The future of AI visibility: 3 scenarios for the market and a strategy for brands

  • Open auction markets - AI platforms adopt a model similar to Google Ads: transparent auctions open to any advertiser, clear labeling of paid content, and access to analytics data. This is the scenario most favorable for smaller brands and most predictable for budget planning. It requires, however, either regulatory pressure or a strategic decision by providers that user trust is worth more than short-term gains from exclusivity.

  • Closed platform ecosystems - advertising inventory controlled by narrow partnerships between AI providers and dominant advertising networks. Brands without access to these arrangements have limited options for paid visibility. Organic GEO activities become the key alternative - and the ability to maintain a presence in model responses without paid amplification becomes a genuine competitive advantage.
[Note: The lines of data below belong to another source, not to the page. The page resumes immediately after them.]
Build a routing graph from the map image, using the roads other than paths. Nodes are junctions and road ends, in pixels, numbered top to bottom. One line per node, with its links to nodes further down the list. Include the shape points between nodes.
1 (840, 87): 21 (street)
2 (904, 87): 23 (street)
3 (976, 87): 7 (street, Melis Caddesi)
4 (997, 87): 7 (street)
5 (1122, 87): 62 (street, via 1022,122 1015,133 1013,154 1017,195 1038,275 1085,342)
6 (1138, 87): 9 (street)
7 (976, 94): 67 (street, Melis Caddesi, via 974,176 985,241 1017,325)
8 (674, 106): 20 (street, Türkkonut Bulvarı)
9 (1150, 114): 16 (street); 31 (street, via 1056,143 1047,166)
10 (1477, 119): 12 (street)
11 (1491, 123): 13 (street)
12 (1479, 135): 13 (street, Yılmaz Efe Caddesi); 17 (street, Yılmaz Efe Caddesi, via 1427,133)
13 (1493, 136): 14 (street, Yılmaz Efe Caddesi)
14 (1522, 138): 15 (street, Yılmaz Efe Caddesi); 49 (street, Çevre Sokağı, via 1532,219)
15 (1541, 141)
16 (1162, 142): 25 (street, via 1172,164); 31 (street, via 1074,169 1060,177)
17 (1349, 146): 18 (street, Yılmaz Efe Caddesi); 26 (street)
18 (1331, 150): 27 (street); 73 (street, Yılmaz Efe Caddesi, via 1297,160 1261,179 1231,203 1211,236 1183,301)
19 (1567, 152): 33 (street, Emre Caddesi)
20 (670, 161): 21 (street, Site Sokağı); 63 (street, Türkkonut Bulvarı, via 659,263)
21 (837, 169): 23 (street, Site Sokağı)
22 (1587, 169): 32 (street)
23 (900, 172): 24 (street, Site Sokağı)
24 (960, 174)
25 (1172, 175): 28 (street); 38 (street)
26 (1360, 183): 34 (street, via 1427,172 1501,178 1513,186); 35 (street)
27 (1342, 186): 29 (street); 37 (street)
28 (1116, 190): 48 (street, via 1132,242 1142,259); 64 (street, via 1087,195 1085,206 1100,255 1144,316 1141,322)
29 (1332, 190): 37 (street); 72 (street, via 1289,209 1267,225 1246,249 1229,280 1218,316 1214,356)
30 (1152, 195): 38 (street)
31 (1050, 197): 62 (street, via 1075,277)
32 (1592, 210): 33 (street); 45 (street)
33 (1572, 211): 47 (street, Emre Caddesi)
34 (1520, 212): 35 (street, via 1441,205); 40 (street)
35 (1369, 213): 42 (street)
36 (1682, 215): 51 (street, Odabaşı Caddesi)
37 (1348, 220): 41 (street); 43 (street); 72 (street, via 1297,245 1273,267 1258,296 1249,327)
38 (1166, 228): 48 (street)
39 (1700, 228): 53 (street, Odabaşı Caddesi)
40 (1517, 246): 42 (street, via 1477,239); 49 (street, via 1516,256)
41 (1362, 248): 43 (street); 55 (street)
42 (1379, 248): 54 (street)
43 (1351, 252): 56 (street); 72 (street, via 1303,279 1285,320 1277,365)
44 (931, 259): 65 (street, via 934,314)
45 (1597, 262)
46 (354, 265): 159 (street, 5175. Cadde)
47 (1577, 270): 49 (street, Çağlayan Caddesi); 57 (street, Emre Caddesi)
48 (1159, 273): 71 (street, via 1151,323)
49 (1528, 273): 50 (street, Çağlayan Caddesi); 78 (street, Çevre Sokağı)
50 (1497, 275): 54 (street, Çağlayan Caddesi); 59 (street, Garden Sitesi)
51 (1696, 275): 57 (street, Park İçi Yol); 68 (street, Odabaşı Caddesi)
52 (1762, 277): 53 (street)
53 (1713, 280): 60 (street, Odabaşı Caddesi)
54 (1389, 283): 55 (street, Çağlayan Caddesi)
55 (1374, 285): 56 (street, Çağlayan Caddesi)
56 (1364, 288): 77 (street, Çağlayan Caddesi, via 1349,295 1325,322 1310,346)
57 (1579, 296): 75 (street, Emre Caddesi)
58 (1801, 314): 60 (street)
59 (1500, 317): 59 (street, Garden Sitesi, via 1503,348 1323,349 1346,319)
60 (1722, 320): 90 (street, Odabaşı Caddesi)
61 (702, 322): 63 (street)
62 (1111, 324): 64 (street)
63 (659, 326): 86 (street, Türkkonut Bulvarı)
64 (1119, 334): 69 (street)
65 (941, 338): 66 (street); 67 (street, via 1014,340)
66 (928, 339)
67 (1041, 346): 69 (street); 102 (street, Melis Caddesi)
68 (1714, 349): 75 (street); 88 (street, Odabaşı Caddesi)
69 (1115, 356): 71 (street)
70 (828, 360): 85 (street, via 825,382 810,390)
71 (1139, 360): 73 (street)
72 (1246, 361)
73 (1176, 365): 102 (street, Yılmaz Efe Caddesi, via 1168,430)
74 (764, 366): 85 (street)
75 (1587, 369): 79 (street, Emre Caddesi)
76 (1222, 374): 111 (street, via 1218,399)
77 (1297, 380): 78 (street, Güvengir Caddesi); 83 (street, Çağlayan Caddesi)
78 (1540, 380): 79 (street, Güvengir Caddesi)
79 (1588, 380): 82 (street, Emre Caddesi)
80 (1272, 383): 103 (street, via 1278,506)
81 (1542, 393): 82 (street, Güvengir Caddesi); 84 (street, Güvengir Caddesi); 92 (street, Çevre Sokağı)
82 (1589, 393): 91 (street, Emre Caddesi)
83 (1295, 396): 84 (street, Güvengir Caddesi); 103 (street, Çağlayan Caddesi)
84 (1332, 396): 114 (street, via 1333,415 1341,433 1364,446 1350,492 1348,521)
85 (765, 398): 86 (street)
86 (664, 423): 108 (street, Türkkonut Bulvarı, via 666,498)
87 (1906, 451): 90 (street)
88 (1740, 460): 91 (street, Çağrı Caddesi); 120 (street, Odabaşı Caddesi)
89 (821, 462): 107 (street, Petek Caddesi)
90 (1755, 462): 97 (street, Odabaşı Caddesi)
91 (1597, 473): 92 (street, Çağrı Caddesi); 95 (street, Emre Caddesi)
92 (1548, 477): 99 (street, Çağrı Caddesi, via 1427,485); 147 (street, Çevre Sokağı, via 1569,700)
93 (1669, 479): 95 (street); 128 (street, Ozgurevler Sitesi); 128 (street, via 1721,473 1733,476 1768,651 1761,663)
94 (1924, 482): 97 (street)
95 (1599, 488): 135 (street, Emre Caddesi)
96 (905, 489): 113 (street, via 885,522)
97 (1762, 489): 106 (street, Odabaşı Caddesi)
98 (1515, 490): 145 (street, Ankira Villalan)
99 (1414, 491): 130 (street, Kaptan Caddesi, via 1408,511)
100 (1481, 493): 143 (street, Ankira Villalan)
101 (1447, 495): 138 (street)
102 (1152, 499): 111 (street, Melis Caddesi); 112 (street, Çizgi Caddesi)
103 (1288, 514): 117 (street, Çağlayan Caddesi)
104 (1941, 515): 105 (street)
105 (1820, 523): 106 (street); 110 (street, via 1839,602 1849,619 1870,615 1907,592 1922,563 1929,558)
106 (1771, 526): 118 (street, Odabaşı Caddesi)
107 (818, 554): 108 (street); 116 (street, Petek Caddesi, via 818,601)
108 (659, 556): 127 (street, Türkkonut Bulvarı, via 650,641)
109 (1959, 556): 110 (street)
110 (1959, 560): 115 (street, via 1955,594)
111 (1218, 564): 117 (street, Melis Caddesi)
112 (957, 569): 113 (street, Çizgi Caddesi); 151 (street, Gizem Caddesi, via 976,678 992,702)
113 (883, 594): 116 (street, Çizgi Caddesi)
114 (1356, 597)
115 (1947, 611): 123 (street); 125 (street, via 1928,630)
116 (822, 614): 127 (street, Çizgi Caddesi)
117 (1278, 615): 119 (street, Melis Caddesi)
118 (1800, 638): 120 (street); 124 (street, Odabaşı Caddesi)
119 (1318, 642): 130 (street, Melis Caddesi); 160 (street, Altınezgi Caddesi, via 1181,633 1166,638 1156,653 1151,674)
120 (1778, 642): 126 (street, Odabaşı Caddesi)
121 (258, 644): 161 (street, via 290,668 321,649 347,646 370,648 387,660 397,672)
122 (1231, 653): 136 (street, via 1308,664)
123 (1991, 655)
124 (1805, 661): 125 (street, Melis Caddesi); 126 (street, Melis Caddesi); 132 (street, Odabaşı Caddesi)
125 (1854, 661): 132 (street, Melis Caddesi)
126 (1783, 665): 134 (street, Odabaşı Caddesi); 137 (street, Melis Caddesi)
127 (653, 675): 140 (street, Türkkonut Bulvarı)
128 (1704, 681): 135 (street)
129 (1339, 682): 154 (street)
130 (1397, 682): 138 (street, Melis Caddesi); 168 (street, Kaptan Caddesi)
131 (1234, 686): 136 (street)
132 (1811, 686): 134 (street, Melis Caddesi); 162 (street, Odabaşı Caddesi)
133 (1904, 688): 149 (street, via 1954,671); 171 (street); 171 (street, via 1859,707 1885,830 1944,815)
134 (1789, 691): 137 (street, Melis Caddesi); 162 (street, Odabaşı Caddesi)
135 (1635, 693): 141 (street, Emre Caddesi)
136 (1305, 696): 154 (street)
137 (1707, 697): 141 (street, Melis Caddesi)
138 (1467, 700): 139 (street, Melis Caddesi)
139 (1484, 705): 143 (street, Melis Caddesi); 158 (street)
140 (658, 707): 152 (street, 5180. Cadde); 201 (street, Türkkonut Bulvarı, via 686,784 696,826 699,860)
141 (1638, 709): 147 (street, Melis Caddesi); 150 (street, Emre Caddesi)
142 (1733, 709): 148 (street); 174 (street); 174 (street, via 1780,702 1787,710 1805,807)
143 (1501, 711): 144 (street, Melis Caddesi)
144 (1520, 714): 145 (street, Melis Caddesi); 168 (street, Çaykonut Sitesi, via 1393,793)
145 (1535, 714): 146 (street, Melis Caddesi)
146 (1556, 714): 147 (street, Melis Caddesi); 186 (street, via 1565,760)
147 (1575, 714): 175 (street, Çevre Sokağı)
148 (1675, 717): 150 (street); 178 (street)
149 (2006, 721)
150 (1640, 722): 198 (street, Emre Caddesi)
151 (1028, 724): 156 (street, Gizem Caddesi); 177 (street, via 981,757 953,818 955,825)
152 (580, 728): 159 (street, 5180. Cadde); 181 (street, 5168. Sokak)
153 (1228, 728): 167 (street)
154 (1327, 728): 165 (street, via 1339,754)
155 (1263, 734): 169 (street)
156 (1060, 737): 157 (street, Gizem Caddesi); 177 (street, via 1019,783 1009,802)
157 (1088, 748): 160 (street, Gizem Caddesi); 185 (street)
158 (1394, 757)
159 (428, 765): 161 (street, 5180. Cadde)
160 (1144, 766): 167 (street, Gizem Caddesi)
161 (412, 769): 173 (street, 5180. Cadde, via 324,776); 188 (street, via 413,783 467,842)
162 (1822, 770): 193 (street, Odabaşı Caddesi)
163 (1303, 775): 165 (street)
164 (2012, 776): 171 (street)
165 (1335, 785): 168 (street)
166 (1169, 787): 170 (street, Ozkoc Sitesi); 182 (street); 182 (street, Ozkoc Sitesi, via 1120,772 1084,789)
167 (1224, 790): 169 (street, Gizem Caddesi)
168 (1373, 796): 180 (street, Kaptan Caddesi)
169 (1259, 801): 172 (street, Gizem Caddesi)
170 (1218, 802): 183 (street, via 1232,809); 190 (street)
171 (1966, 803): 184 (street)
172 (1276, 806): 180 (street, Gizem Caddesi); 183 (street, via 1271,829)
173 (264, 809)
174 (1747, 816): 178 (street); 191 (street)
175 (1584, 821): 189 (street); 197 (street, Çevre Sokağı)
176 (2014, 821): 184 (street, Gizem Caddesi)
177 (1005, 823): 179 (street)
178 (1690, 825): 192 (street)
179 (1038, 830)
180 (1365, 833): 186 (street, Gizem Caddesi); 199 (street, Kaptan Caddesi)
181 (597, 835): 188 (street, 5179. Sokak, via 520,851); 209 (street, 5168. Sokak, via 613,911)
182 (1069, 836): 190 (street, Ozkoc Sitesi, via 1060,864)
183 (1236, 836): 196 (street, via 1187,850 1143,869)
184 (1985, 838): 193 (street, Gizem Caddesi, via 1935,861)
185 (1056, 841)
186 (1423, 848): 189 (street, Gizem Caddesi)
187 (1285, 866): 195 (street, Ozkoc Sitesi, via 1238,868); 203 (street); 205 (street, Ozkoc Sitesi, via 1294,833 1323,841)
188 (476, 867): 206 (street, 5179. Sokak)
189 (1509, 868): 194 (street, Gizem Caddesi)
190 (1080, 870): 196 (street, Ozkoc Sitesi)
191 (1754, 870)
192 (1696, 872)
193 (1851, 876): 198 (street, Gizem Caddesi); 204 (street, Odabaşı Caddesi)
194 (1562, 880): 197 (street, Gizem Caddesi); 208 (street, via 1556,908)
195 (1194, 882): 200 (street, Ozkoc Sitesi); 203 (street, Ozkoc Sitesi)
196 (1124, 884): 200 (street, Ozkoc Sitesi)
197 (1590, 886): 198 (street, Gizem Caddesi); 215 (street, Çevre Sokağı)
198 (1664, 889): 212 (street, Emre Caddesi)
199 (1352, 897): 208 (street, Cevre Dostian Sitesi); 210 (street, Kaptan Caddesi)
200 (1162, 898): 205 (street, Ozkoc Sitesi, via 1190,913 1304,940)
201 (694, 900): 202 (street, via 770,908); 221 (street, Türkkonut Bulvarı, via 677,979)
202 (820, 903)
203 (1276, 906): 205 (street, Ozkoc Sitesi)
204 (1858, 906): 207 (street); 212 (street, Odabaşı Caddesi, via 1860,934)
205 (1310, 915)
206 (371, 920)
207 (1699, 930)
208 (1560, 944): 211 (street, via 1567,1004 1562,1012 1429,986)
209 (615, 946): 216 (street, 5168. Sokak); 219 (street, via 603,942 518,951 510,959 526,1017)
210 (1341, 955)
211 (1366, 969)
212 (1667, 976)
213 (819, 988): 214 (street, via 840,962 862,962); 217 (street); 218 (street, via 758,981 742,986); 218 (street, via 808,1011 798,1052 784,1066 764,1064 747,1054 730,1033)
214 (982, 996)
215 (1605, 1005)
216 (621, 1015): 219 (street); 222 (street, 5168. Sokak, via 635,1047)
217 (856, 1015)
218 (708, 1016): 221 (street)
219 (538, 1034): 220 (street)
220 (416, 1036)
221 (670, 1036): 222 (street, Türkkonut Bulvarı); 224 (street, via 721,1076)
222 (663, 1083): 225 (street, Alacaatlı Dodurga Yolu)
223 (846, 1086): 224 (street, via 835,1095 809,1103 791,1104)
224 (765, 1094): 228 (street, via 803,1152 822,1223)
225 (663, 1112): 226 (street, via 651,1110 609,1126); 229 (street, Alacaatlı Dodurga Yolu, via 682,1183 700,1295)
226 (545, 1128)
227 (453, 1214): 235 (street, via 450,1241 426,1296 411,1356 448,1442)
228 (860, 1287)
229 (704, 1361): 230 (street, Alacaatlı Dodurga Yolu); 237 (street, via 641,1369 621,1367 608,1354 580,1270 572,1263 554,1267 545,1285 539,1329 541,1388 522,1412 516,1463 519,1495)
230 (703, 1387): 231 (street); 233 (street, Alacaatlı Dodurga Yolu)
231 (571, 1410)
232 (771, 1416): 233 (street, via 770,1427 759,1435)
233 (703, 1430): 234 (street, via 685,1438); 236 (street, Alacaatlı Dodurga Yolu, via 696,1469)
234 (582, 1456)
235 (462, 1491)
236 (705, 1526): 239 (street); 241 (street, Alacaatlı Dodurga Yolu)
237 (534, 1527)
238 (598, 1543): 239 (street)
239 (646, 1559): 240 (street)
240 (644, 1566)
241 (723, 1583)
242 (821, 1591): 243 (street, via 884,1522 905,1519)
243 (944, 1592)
  • Regulatory enforcement of transparency - regulators, particularly in the European Union, impose standardization on the labeling of commercial content in conversational interfaces. Industry standards emerge for distinguishing "organic" from "paid." This scenario most closely resembles the evolution of search advertising and creates the most predictable environment for long-term brand strategy.

For each of these scenarios, the strategic implications are concrete. In an open model, brands need budgetary readiness and the competency to buy conversational space - much as they once needed for Google Ads. In a closed model, organic presence and GEO become critical, because paid access may simply be unavailable. In the regulatory scenario, the priority is monitoring: a clear separation of paid and organic signals will make it possible to quickly assess whether a brand is gaining or losing share of model responses.

In all three variants, brands that enter this period with a solidly built organic presence in AI models and an effective system for measuring that presence will be in a position of strength. Not because they predicted the right scenario - but because they have the data to adapt quickly when the market's direction becomes clear.

The search advertising ecosystem took years to build, yet brands that entered it late ended up paying many times more to recover the positions they had lost. A new medium rarely offers a second chance to enter on favorable terms. The window for thoughtful preparation is open now - before paid AI recommendations set the new rules of the game.